Em sentido mais simples, a filosofia do direito pode ser
definida como o corpus de respostas à pergunta «o que é o direito?»
Mas também aqui, me parece que essa definição é enganosamente
simples, se pensarmos no seguinte: “haverá uma resposta com a qual
todos se ponham imediatamente de acordo?
Creio que não.

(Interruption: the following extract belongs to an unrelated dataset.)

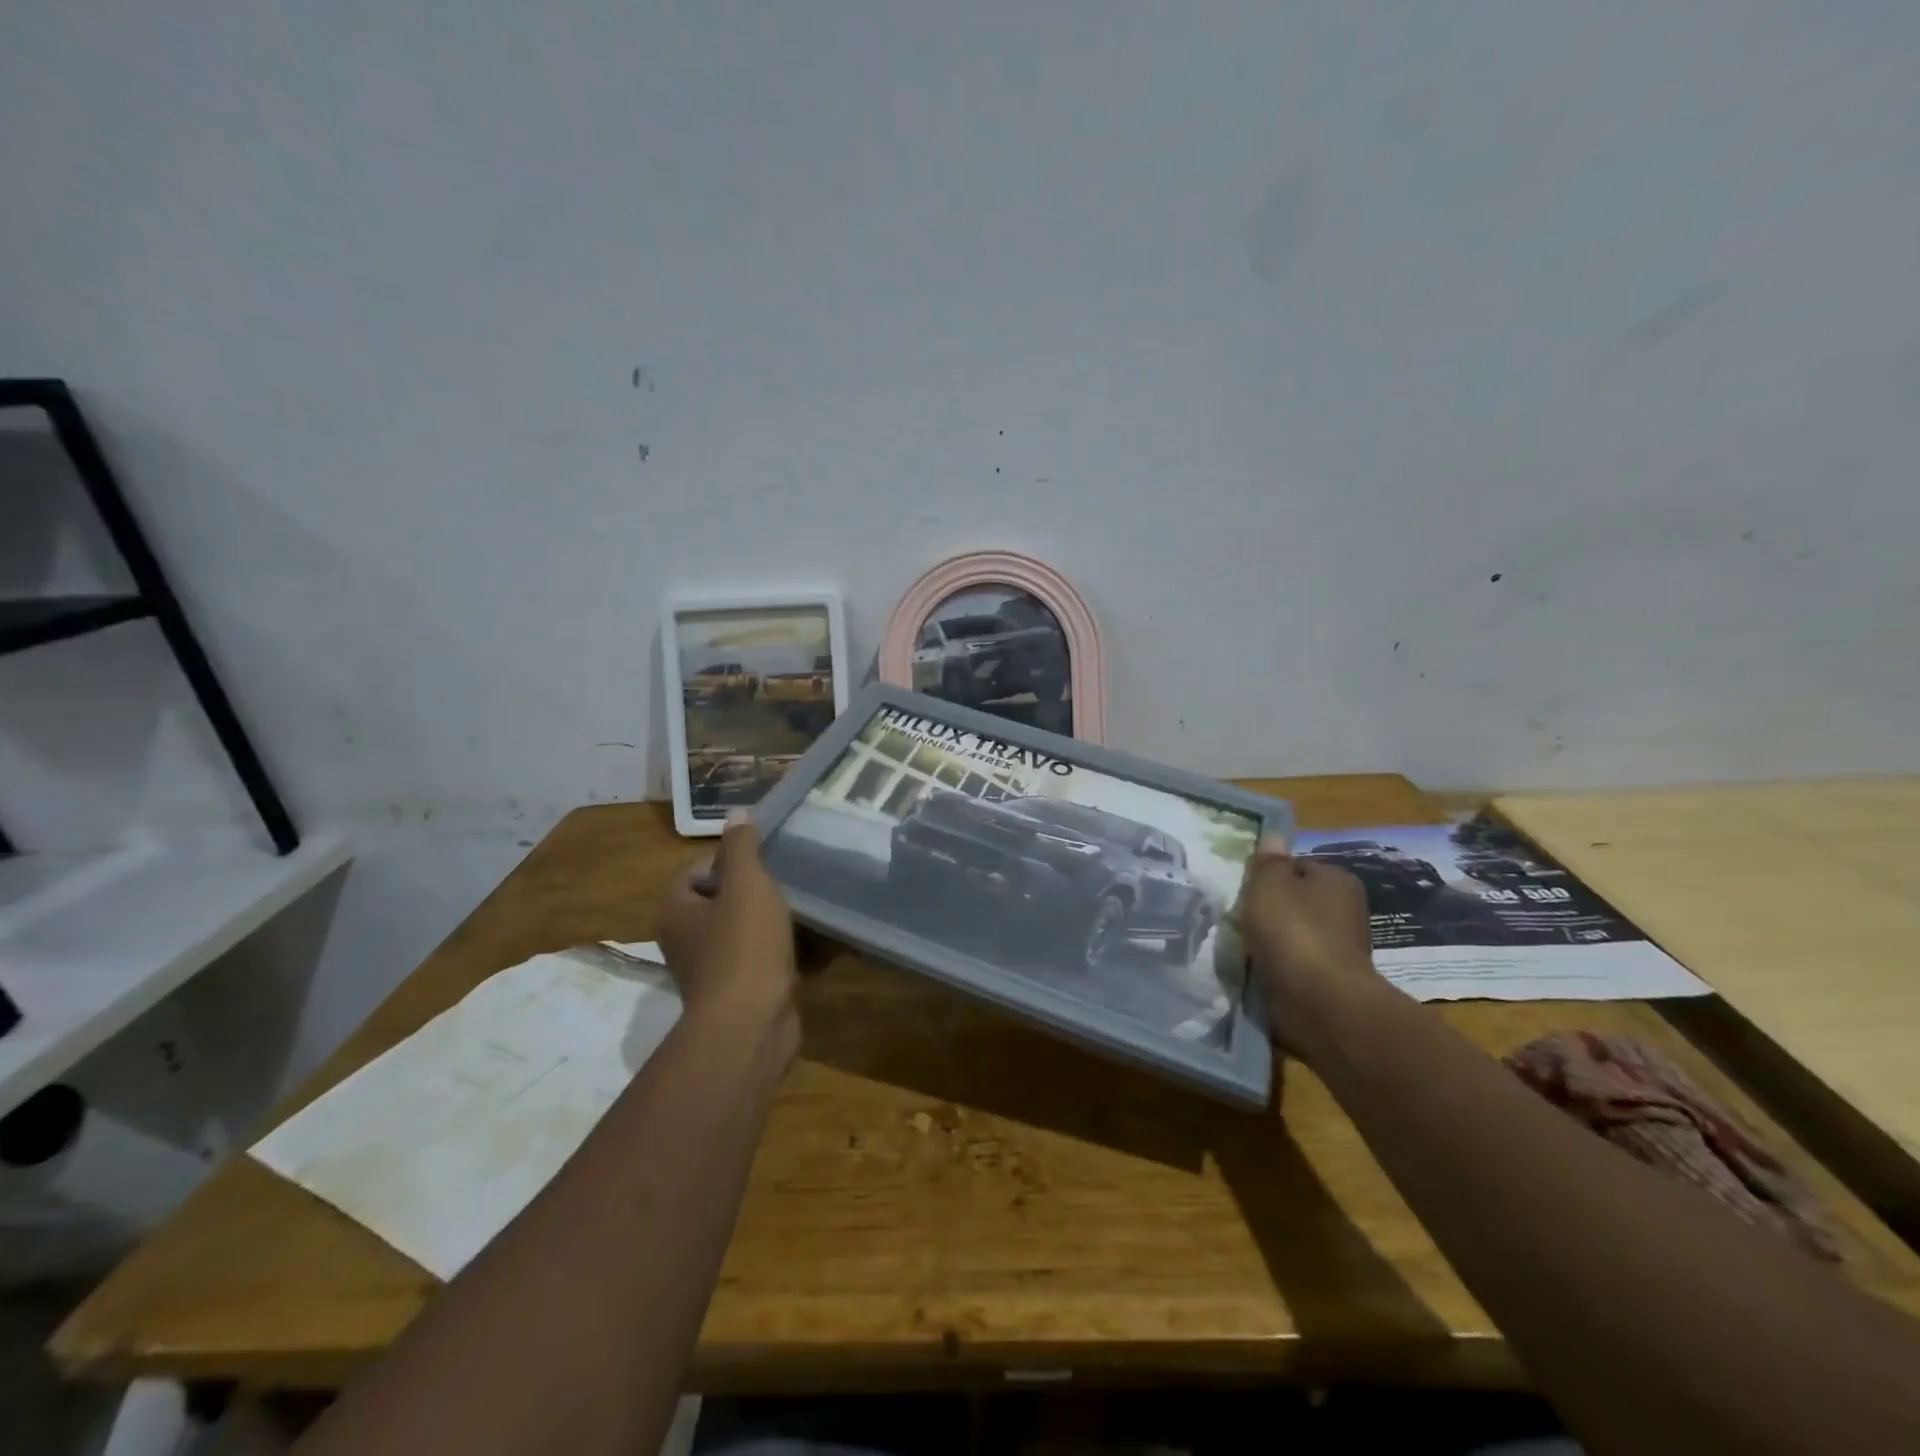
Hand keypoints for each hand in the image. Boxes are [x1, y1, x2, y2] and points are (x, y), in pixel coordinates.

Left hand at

Pois, se o assunto é assim tão simples,
contudo, por que é que a pergunta “o que é o direito?” vem sendo feita
pelo menos desde a época dos gregos clássicos, cerca de 2.500 anos
atrás, e ainda hoje não se chegou a uma resposta definitiva à pergunta
“o que é o direito?”.
O problema da filosofia está em perguntar, ou se quiserem,
em repensar constantemente a capacidade humana, investigar as
causas, buscar os fundamentos, postular acerca dos balizamentos da
realidade, mas também comprometida com as inúmeras práticas sociais
e capacidades intrínsecas humanas (acção científica, acção religiosa,
acção moral, acção lógica, acção política, acção ética, acção retórica,
acção jurídica, acção burocrática, etc.).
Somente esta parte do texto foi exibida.